[Given records]
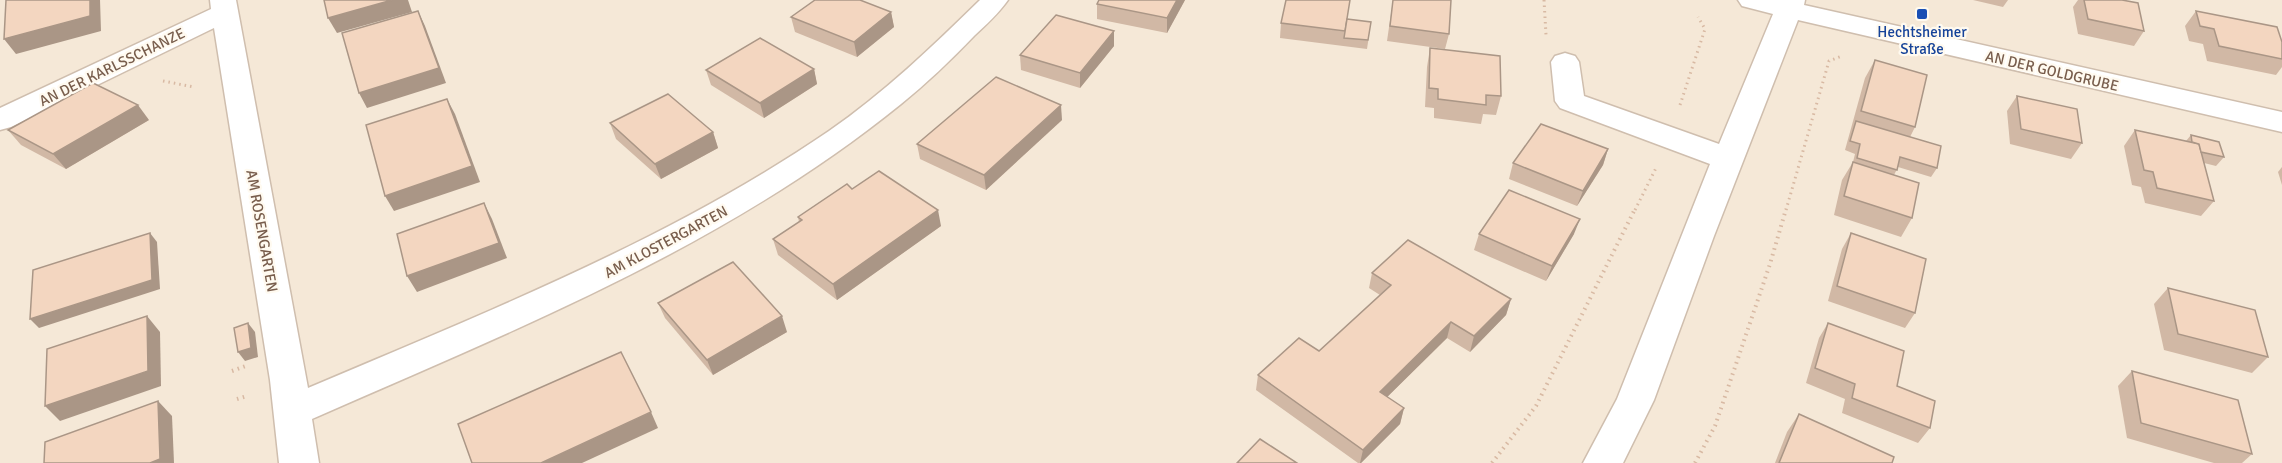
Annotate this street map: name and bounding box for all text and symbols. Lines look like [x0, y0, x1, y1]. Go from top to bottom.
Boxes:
marker: Hechtsheimer Straße [1915, 7, 1929, 21]
place label: Hechtsheimer Straße [1877, 23, 1967, 58]
street label: AN DER KARLSSCHANZE [36, 24, 188, 110]
street label: AN DER GOLDGRUBE [1984, 47, 2120, 95]
street label: AM ROSENGARTEN [242, 168, 282, 294]
street label: AM KLOSTERGARTEN [601, 202, 731, 282]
[/Given records]
* [Required work]:
Repeat the data word for word. Images are not part of the copy.

* [Answer space]:
Annotate this street map: name and bounding box for all text and symbols. Lines look like [x0, y0, x1, y1]. Go from top to bottom.
Boxes:
marker: Hechtsheimer Straße [1915, 7, 1929, 21]
place label: Hechtsheimer Straße [1877, 23, 1967, 58]
street label: AN DER KARLSSCHANZE [36, 24, 188, 110]
street label: AN DER GOLDGRUBE [1984, 47, 2120, 95]
street label: AM ROSENGARTEN [242, 168, 282, 294]
street label: AM KLOSTERGARTEN [601, 202, 731, 282]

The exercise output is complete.